(Beginning of Task data)

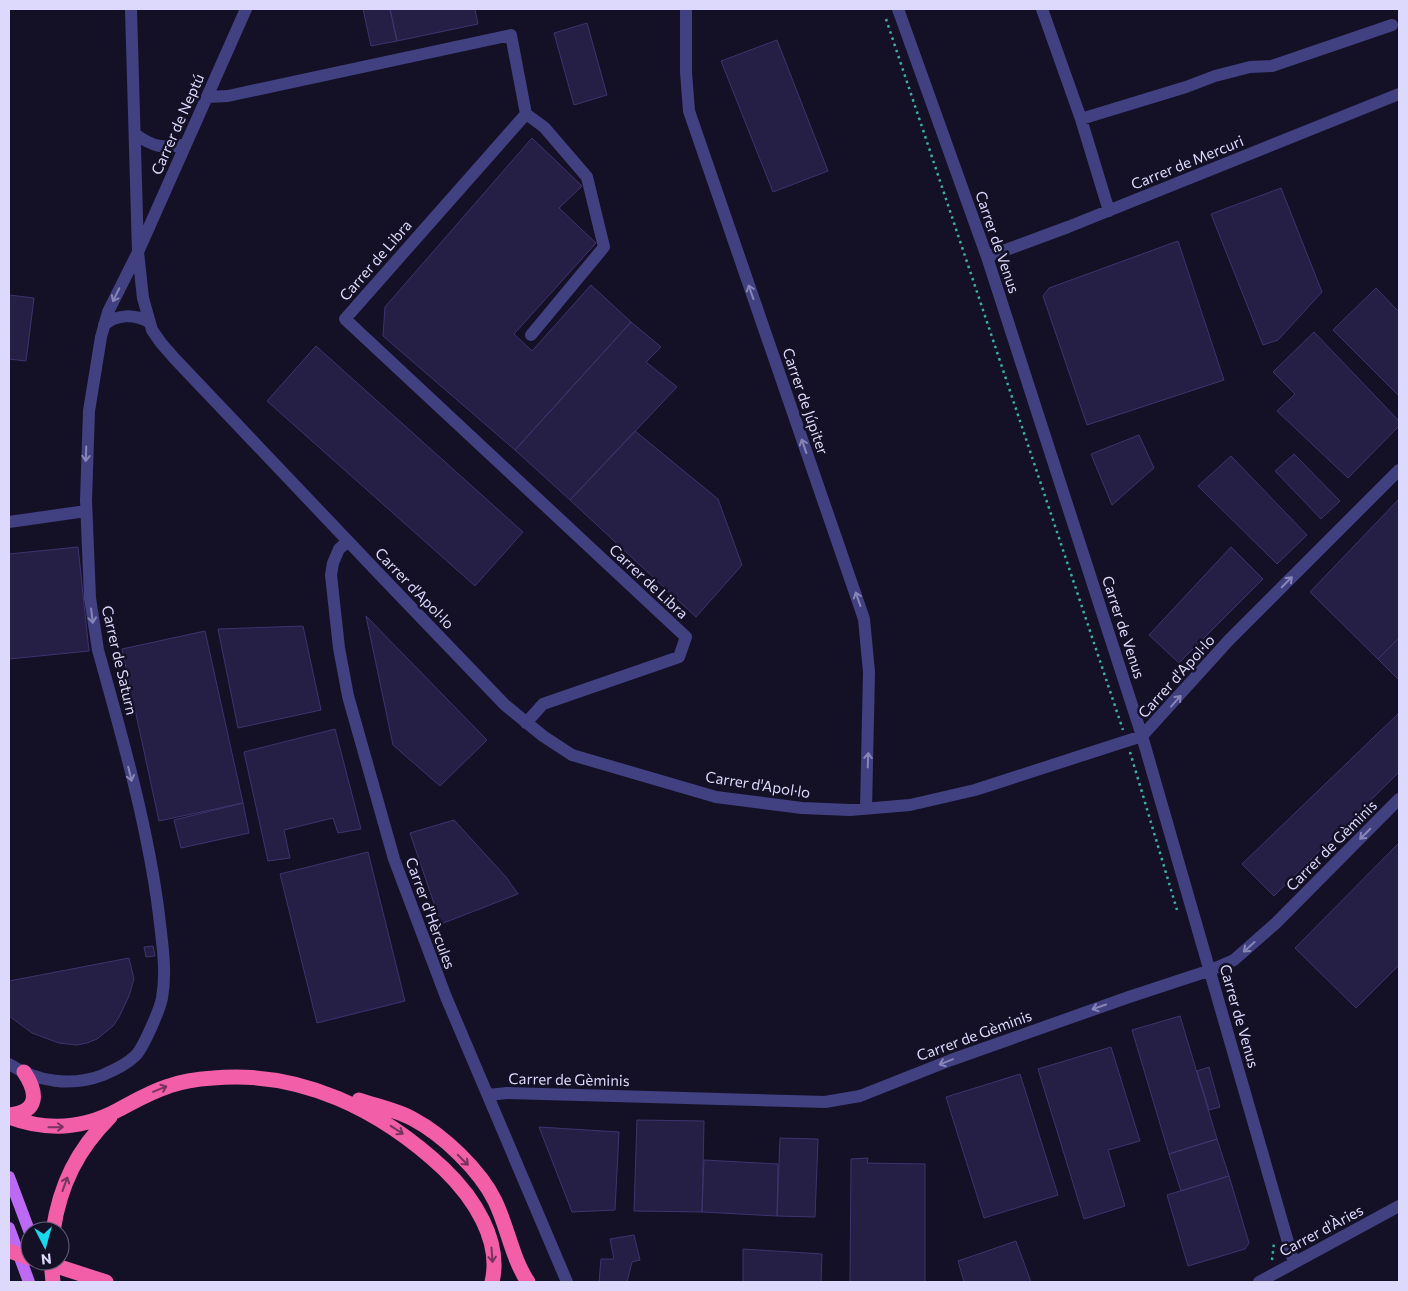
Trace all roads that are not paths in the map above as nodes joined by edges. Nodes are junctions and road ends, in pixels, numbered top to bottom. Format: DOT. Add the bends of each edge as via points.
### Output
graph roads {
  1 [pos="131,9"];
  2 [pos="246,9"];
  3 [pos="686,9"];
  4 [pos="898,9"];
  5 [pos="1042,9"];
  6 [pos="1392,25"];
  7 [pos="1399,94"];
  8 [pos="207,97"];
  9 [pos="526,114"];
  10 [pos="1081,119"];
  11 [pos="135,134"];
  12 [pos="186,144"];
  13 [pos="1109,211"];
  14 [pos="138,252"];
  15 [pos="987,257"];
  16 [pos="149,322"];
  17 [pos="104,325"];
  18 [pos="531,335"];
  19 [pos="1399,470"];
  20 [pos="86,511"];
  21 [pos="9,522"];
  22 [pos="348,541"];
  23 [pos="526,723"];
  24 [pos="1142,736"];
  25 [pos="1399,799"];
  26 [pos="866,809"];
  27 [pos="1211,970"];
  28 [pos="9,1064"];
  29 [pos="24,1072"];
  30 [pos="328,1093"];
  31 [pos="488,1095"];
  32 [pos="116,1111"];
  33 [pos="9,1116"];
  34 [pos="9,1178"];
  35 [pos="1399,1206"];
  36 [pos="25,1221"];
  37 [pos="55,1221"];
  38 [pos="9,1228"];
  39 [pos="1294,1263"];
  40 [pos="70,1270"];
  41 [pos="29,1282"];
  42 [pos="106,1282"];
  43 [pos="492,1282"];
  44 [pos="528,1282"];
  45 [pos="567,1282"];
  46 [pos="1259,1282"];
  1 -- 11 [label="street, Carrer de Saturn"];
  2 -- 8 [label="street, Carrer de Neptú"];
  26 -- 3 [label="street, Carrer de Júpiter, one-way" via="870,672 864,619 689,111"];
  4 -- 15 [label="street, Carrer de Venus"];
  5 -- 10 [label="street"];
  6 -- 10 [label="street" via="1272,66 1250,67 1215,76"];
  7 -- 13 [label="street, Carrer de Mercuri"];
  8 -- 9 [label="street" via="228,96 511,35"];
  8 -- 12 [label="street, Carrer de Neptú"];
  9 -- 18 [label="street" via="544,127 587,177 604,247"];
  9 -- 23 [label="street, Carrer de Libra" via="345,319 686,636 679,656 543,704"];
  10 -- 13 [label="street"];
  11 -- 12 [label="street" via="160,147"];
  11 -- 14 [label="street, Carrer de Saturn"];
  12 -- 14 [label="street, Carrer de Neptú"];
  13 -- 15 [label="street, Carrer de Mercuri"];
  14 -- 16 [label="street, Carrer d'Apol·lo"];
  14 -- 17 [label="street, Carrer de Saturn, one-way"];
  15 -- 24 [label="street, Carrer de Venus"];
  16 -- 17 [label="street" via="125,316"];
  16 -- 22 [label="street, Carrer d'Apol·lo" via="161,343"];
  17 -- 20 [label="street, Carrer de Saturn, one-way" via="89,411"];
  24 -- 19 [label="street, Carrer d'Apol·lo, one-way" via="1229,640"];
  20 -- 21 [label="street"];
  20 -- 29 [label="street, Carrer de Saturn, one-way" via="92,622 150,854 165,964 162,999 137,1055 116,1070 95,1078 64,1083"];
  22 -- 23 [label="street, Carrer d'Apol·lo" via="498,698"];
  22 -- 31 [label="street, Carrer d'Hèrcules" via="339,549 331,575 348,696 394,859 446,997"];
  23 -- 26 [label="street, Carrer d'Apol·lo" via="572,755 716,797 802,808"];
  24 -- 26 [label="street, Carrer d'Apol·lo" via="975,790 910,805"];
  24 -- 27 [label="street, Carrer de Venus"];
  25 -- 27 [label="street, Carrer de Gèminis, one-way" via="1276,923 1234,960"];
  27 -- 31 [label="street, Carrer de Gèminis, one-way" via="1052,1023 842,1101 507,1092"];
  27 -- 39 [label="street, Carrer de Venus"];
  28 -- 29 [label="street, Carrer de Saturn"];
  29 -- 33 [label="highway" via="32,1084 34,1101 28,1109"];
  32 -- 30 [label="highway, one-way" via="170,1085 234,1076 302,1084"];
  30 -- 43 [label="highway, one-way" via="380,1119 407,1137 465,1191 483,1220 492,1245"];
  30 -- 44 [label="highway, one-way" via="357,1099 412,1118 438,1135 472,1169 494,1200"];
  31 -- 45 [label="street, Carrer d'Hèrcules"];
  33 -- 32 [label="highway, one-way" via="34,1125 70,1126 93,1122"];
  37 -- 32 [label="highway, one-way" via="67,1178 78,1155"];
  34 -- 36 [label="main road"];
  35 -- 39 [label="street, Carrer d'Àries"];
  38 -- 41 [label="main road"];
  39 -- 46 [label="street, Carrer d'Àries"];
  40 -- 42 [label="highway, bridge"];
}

(End of Task data)
(Beginning of Task data)

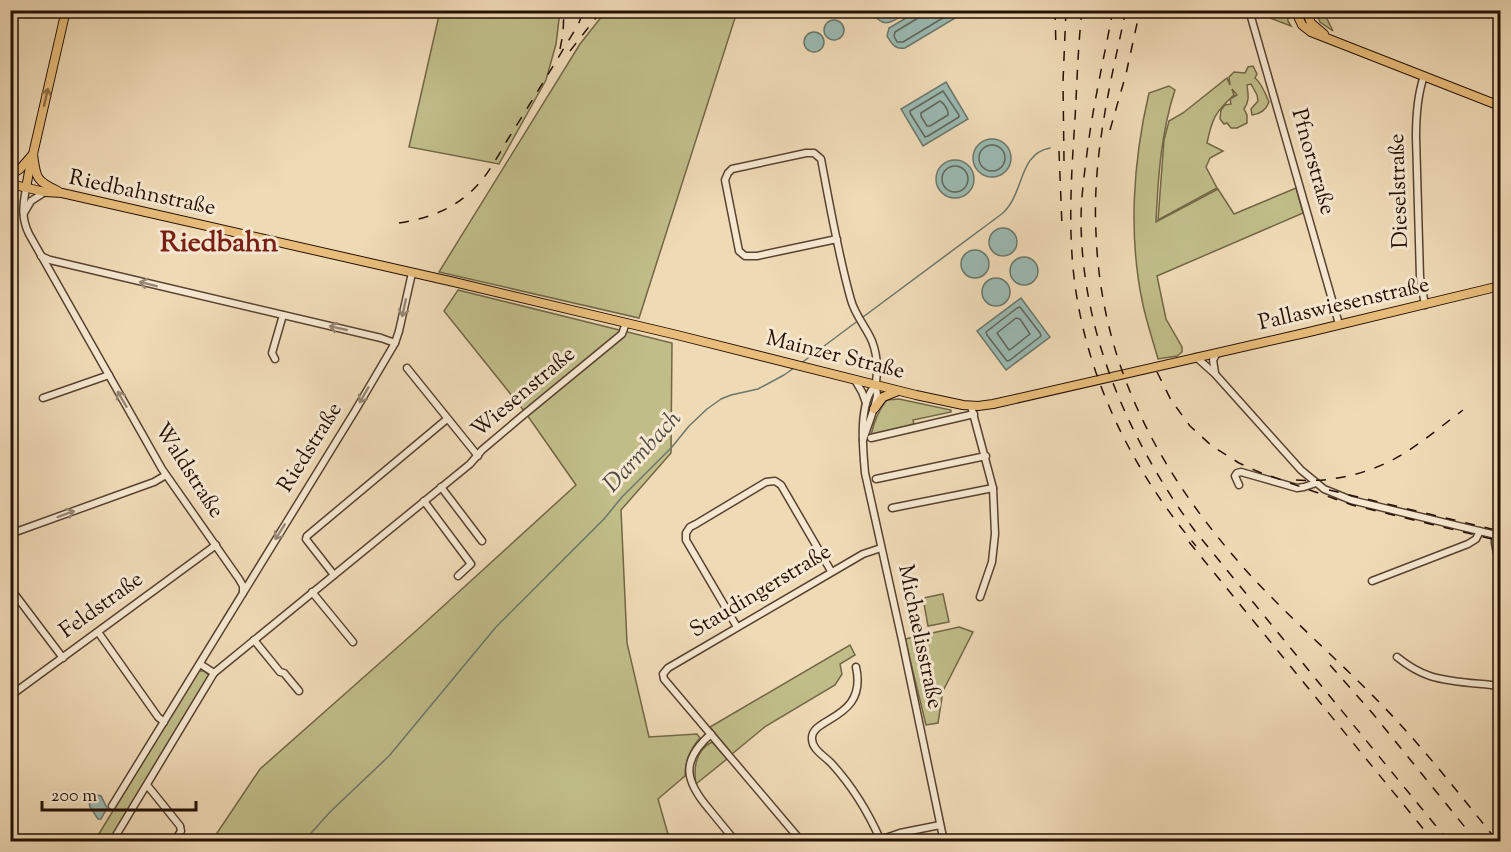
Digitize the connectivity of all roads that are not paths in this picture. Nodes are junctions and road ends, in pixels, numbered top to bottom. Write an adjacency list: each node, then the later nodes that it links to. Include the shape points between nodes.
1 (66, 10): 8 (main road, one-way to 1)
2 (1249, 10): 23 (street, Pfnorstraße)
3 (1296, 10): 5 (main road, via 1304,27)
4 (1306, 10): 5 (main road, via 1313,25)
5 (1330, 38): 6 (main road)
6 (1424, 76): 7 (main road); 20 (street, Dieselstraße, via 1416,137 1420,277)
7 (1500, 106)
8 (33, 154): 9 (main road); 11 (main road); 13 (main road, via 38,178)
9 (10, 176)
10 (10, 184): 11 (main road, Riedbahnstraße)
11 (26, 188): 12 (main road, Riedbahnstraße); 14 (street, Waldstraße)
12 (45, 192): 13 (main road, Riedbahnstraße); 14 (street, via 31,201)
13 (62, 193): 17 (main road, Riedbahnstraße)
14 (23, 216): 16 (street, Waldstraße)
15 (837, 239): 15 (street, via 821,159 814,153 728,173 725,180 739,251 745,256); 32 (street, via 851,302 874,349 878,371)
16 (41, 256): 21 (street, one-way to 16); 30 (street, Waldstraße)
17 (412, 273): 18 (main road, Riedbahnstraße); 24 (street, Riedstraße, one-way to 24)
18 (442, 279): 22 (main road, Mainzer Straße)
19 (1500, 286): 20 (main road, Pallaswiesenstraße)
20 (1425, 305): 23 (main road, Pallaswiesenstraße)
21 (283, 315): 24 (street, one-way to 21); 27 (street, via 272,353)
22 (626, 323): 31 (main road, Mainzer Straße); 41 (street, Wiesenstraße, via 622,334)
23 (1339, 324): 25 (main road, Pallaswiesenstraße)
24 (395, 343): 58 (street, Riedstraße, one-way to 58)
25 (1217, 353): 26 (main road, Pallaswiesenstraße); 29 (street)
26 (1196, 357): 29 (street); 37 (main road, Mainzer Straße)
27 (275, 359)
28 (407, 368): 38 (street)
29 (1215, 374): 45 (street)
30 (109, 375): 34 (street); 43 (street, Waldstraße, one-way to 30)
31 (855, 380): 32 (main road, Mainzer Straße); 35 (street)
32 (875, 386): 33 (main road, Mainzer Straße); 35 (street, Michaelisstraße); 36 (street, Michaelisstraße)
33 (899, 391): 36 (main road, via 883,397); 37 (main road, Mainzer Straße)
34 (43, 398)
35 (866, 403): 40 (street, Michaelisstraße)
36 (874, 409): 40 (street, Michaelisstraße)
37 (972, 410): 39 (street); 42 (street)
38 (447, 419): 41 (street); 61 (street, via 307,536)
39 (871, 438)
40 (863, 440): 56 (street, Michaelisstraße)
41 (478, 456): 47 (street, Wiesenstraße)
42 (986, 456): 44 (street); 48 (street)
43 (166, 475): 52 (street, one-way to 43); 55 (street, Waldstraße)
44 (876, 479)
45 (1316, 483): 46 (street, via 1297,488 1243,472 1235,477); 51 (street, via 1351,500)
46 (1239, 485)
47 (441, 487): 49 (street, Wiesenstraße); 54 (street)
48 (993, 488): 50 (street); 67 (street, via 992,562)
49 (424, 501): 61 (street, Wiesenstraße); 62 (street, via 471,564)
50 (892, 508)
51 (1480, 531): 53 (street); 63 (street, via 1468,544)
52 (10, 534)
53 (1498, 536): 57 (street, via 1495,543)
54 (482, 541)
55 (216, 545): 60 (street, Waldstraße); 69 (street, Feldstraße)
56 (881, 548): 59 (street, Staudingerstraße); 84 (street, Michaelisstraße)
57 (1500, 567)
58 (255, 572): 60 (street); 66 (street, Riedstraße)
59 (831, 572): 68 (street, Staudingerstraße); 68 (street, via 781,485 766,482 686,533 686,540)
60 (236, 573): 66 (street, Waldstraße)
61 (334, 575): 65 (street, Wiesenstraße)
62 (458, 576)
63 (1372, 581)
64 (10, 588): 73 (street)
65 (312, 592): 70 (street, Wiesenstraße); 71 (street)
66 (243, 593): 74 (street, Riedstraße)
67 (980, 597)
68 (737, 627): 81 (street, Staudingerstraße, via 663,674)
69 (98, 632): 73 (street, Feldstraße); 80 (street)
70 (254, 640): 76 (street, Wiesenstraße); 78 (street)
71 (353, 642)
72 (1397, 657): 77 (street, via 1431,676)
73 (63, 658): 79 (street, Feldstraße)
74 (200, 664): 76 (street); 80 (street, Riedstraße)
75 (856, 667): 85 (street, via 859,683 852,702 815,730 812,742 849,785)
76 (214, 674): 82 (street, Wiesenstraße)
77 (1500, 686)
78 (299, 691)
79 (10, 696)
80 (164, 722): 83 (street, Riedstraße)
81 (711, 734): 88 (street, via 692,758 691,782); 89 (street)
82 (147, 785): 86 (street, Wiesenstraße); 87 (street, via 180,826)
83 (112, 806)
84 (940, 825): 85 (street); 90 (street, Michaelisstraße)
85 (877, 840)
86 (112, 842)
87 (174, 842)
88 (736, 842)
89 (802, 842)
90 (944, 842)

(End of Task data)

* [Required action]
Look through the entries above for the word "Neptú". Copy every line where it shows up.

* [Answer section]
  2 -- 8 [label="street, Carrer de Neptú"];
  8 -- 12 [label="street, Carrer de Neptú"];
  12 -- 14 [label="street, Carrer de Neptú"];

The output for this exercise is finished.